La Corte costituzionale torna a pronunciarsi sul potere di iniziativa processuale del commissario agli usi civici e chiarisce che, poiché l’interesse alla tutela del bene ambiente è nazionale, e non solo regionale o locale, l’affidamento a un organo dello Stato del potere officioso di impulso processuale è imprescindibile.

Con la sentenza n. 125 del 2025 la Corte costituzionale ha dichiarato inammissibili le questioni di legittimità costituzionale dell’articolo 29, comma 2, della legge n. 1766 del 1927, nella parte in cui, a seguito dell’intervento additivo operato dalla medesima Corte con la sentenza n. 46 del 1995, permette al commissario agli usi civici di avviare d’ufficio i procedimenti giudiziari ch’egli stesso dovrà poi definire. Circostanza, questa, che secondo il giudice a quo determinava la possibile violazione del diritto di difesa e del diritto a un giudice terzo e imparziale, garantiti dagli artt. 24, 111 e 117 della Costituzione (quest’ultimo in relazione all’articolo 6 della CEDU e all’articolo 47 della Carta dei diritti fondamentali dell’Unione europea).

I nodi preliminarmente sciolti dalla Corte

La declaratoria di inammissibilità della questione costituisce, in questo caso, l’approdo di un articolato percorso argomentativo, in cui la Corte procede a sciogliere uno dopo l’altro una serie di nodi in vario modo connessi ai profili agitati dal Giudice remittente. In primo luogo, la portata delle precedenti pronunce della medesima Corte già rese in materia. Poi, l’eventuale impatto delle revisioni costituzionali del 1999 (introduzione del principio del giusto processo all’art. 111 Cost.) e del 2022 (introduzione della tutela dell’ambiente all’art. 9 Cost.) sulla questione oggetto di scrutinio. Infine, la verifica di ammissibilità della questione alla luce dell’art. 137, comma 3, Cost., che non consente l’impugnazione di decisioni della Corte, atteso che la norma censurata risultava proprio dall’addizione operata da una pronuncia della Consulta, la sent. n. 46 del 1995, che il Giudice remittente chiedeva sostanzialmente di superare.

Il respiro nazionale dell’interesse alla tutela del bene ambiente…

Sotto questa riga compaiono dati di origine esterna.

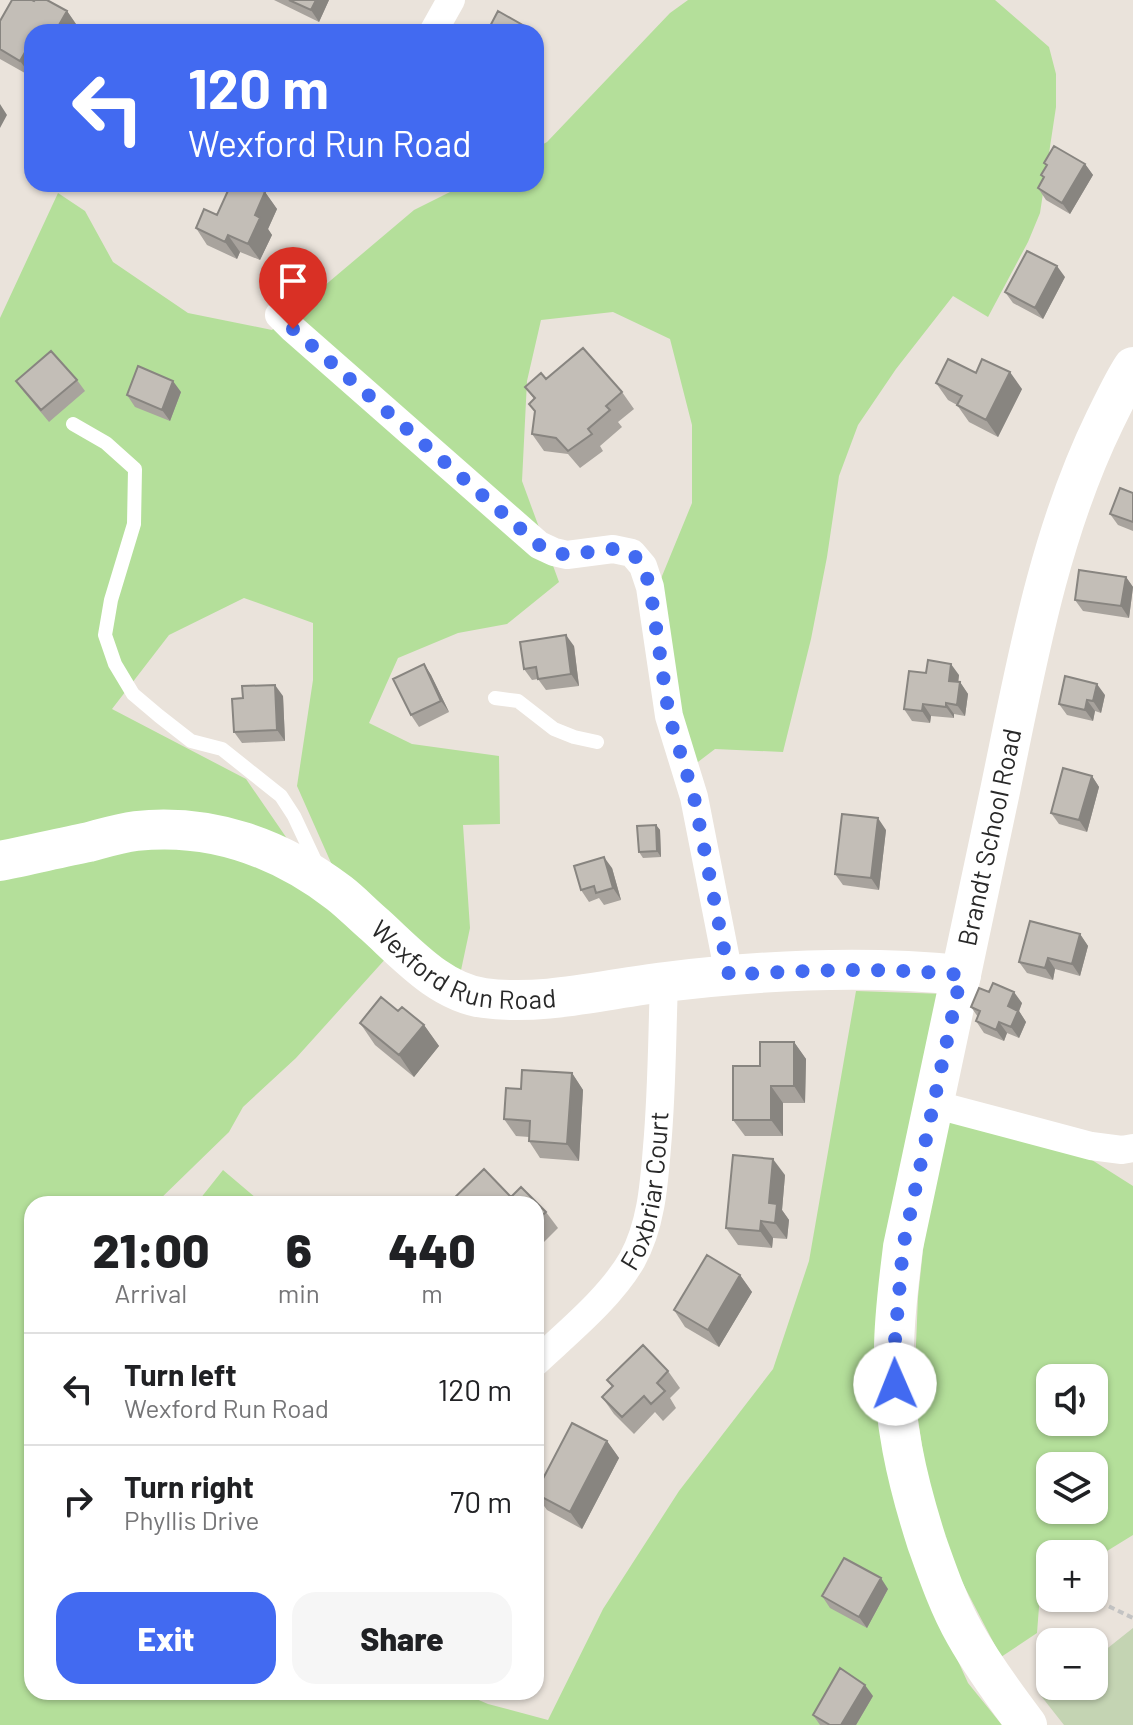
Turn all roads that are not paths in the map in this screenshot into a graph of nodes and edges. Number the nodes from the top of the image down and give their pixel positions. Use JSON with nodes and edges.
{"nodes":[{"id":1,"x":451,"y":0,"type":"edge"},
{"id":2,"x":438,"y":24,"type":"edge"},
{"id":3,"x":279,"y":315,"type":"dead end"},
{"id":4,"x":1133,"y":367,"type":"edge"},
{"id":5,"x":73,"y":424,"type":"dead end"},
{"id":6,"x":495,"y":698,"type":"dead end"},
{"id":7,"x":597,"y":742,"type":"dead end"},
{"id":8,"x":0,"y":861,"type":"edge"},
{"id":9,"x":325,"y":883,"type":"junction"},
{"id":10,"x":729,"y":975,"type":"junction"},
{"id":11,"x":961,"y":975,"type":"junction"},
{"id":12,"x":664,"y":982,"type":"junction"},
{"id":13,"x":933,"y":1104,"type":"junction"},
{"id":14,"x":1133,"y":1148,"type":"edge"},
{"id":15,"x":544,"y":1354,"type":"edge"},
{"id":16,"x":1027,"y":1725,"type":"edge"}],
"edges":[{"from":1,"to":2,"type":"street"},
{"from":3,"to":10,"type":"street"},
{"from":4,"to":11,"type":"street","name":"Brandt School Road"},
{"from":5,"to":9,"type":"lane"},
{"from":6,"to":7,"type":"lane"},
{"from":8,"to":9,"type":"street","name":"Wexford Run Road"},
{"from":9,"to":12,"type":"street","name":"Wexford Run Road"},
{"from":10,"to":11,"type":"street","name":"Wexford Run Road"},
{"from":10,"to":12,"type":"street","name":"Wexford Run Road"},
{"from":11,"to":13,"type":"street","name":"Brandt School Road"},
{"from":12,"to":15,"type":"street","name":"Foxbriar Court"},
{"from":13,"to":14,"type":"street"},
{"from":13,"to":16,"type":"street","name":"Brandt School Road"}]}
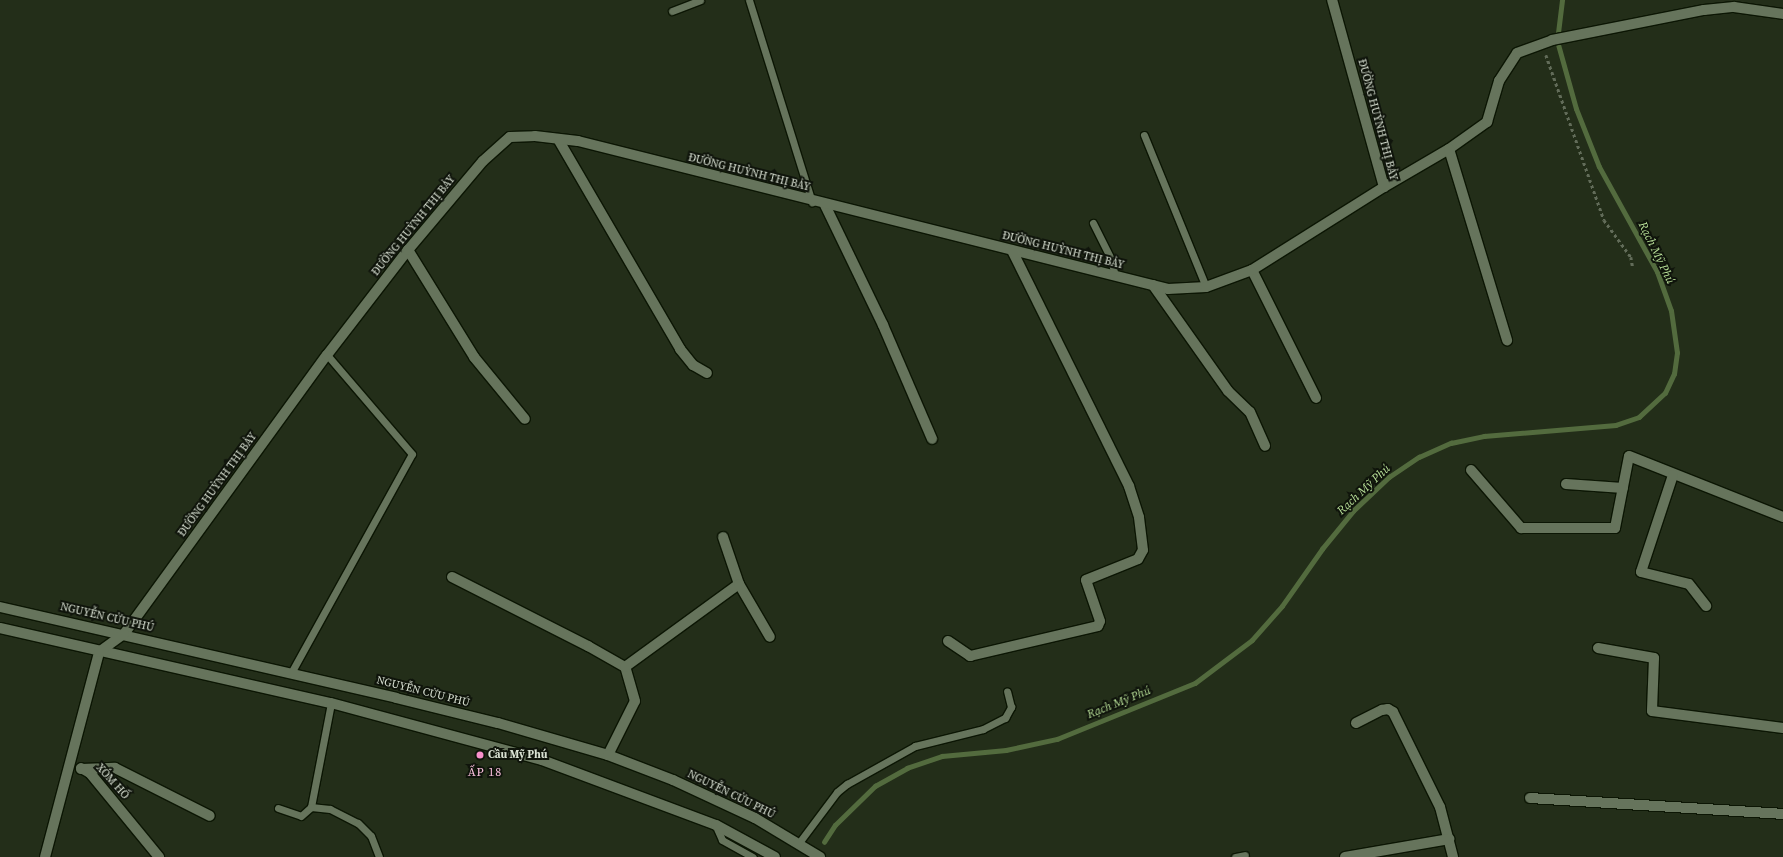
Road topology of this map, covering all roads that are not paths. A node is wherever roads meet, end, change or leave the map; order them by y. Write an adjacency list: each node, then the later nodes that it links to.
1 (700, 0): 4 (lane)
2 (749, 0): 10 (lane)
3 (1332, 0): 9 (street, ĐƯỜNG HUỲNH THỊ BẢY)
4 (672, 11)
5 (1783, 14): 8 (street)
6 (1144, 135): 18 (lane)
7 (558, 139): 10 (street, ĐƯỜNG HUỲNH THỊ BẢY); 13 (street, ĐƯỜNG HUỲNH THỊ BẢY); 21 (street)
8 (1448, 149): 9 (street); 19 (street)
9 (1384, 187): 15 (street, ĐƯỜNG HUỲNH THỊ BẢY)
10 (812, 202): 11 (street, ĐƯỜNG HUỲNH THỊ BẢY)
11 (825, 205): 14 (street, ĐƯỜNG HUỲNH THỊ BẢY); 24 (street)
12 (1093, 223): 16 (lane)
13 (408, 250): 20 (street, ĐƯỜNG HUỲNH THỊ BẢY); 23 (street)
14 (1012, 250): 16 (street, ĐƯỜNG HUỲNH THỊ BẢY); 39 (street)
15 (1252, 270): 18 (street, ĐƯỜNG HUỲNH THỊ BẢY); 22 (street)
16 (1115, 276): 17 (street, ĐƯỜNG HUỲNH THỊ BẢY)
17 (1153, 285): 18 (street, ĐƯỜNG HUỲNH THỊ BẢY); 25 (street)
18 (1206, 287)
19 (1506, 340)
20 (327, 355): 37 (street, ĐƯỜNG HUỲNH THỊ BẢY); 43 (lane)
21 (707, 373)
22 (1316, 398)
23 (525, 418)
24 (932, 439)
25 (1265, 446)
26 (1471, 470): 29 (street)
27 (1673, 475): 29 (street); 30 (street); 34 (street)
28 (1566, 484): 29 (street)
29 (1623, 488)
30 (1783, 517)
31 (723, 537): 33 (street)
32 (452, 577): 42 (street)
33 (740, 584): 38 (street); 42 (street)
34 (1706, 606)
35 (0, 607): 37 (street, NGUYỄN CỬU PHÚ)
36 (0, 628): 41 (street)
37 (124, 634): 41 (street, ĐƯỜNG HUỲNH THỊ BẢY); 43 (street, NGUYỄN CỬU PHÚ)
38 (770, 637)
39 (948, 641)
40 (1598, 648): 47 (street)
41 (99, 652): 45 (street); 49 (street)
42 (625, 667): 48 (street)
43 (291, 673): 48 (street, NGUYỄN CỬU PHÚ)
44 (1007, 691): 58 (lane)
45 (331, 704): 52 (lane); 56 (street)
46 (1356, 723): 57 (street)
47 (1783, 728)
48 (608, 755): 58 (street, NGUYỄN CỬU PHÚ)
49 (69, 762): 50 (street, XÓM HỐ); 60 (street)
50 (82, 769): 55 (street); 61 (street, XÓM HỐ)
51 (1530, 798): 54 (street)
52 (311, 807): 53 (lane); 62 (lane)
53 (278, 808)
54 (1783, 814)
55 (210, 816)
56 (715, 824): 63 (lane); 64 (street)
57 (1449, 839): 67 (street); 68 (street)
58 (798, 844): 65 (street, NGUYỄN CỬU PHÚ)
59 (1245, 855): 66 (lane)
60 (45, 857)
61 (159, 857)
62 (379, 857)
63 (753, 857)
64 (775, 857)
65 (820, 857)
66 (1236, 857)
67 (1345, 857)
68 (1453, 857)

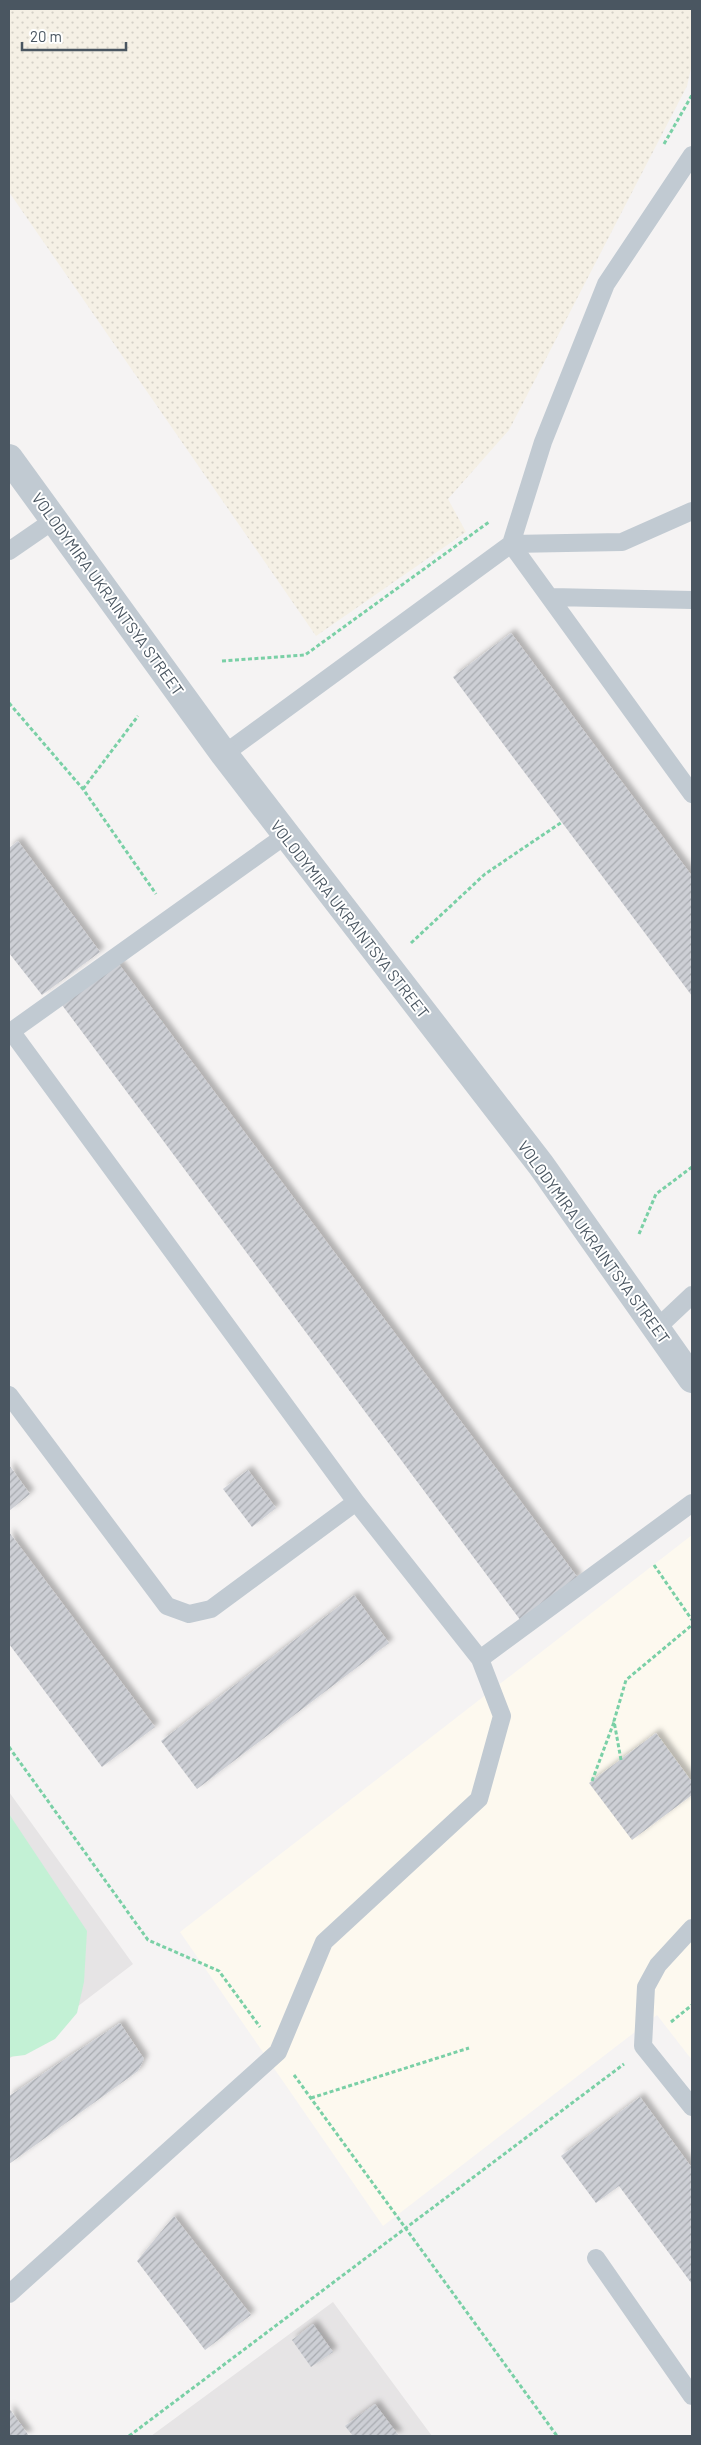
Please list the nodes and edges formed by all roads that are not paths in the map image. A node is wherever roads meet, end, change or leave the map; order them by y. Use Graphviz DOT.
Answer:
graph roads {
  1 [pos="692,155"];
  2 [pos="9,458"];
  3 [pos="692,511"];
  4 [pos="54,520"];
  5 [pos="511,544"];
  6 [pos="9,551"];
  7 [pos="551,597"];
  8 [pos="692,600"];
  9 [pos="224,754"];
  10 [pos="692,794"];
  11 [pos="286,835"];
  12 [pos="10,1032"];
  13 [pos="692,1295"];
  14 [pos="657,1328"];
  15 [pos="692,1379"];
  16 [pos="9,1395"];
  17 [pos="356,1502"];
  18 [pos="692,1503"];
  19 [pos="480,1659"];
  20 [pos="692,1928"];
  21 [pos="692,2106"];
  22 [pos="596,2258"];
  23 [pos="9,2294"];
  24 [pos="692,2396"];
  1 -- 5 [label="lane"];
  2 -- 4 [label="street, VOLODYMIRA UKRAINTSYA STREET"];
  3 -- 5 [label="lane"];
  4 -- 6 [label="lane"];
  4 -- 9 [label="street, VOLODYMIRA UKRAINTSYA STREET"];
  5 -- 7 [label="lane"];
  5 -- 9 [label="lane"];
  7 -- 8 [label="lane"];
  7 -- 10 [label="lane"];
  9 -- 11 [label="street, VOLODYMIRA UKRAINTSYA STREET"];
  11 -- 12 [label="lane"];
  11 -- 14 [label="street, VOLODYMIRA UKRAINTSYA STREET"];
  12 -- 17 [label="lane"];
  13 -- 14 [label="lane"];
  14 -- 15 [label="street, VOLODYMIRA UKRAINTSYA STREET"];
  16 -- 17 [label="lane"];
  17 -- 19 [label="lane"];
  18 -- 19 [label="lane"];
  19 -- 23 [label="lane"];
  20 -- 21 [label="lane"];
  22 -- 24 [label="lane"];
}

La sentenza in esame esclude che vi siano ragioni per operare un ripensamento delle conclusioni raggiunte dalla precedente giurisprudenza costituzionale e in particolare dalla sent. n. 46 del 1995. Tuttora essenziale, infatti, è considerato il riconoscimento a un organo dello Stato del potere officioso di impulso processuale al fine di garantire un’adeguata tutela dell’ambiente. Tanto perché, ricorda la Corte, oggi come allora l’interesse alla tutela del bene ambiente è nazionale, e non solo regionale o locale, e quindi non sarebbe possibile accontentarsi di riconoscere l’iniziativa processuale solo a soggetti privati o a organi regionali e locali.

…e le sue conseguenze

Di conseguenza, in difetto di una previsione legislativa statale che conferisca ad un altro organo dello Stato il potere in questione, quello del commissario agli usi civici deve essere comunque salvaguardato. Tale conclusione non impedisce però alla Corte di segnalare che la sovrapposizione di funzioni giudicanti e di funzioni di impulso processuale risultante dalla legislazione vigente presenta “significative linee di tensione con il diritto di difesa e il principio della terzietà del giudice”, che suggerirebbero “ben altre opzioni legislative”. Nondimeno, la scelta fra tali opzioni spetta al legislatore, onerato del compito di costruire un “sistema” protettivo dei domini collettivi in quanto beni ambientali che assicuri anche una piena armonia con gli artt. 24, 111 e 117, comma 1, Cost.

Conclusioni

Il potere di iniziativa processuale del commissario agli usi civici è quindi considerato principalmente quale strumento di tutela del bene ambiente. E muovendo dal presupposto che l’interesse a tale tutela è anzitutto nazionale – affermazione di principio particolarmente significativa, se si considera che la tutela dell’ambiente è tra le materie contemplate all’art. 116, comma 3, Cost. in tema di regionalismo differenziato -, la Corte ritiene necessario garantire l’esistenza di un organo dello Stato titolare di poteri di impulso processuale per rendere effettiva tale tutela. Resta inteso, però, che quest’organo si affianca agli altri soggetti, anche privati, già titolari della legittimazione ad agire in giudizio a tutela del bene ambiente, in un’ottica che non è di sostituzione ma di reciproca complementarietà.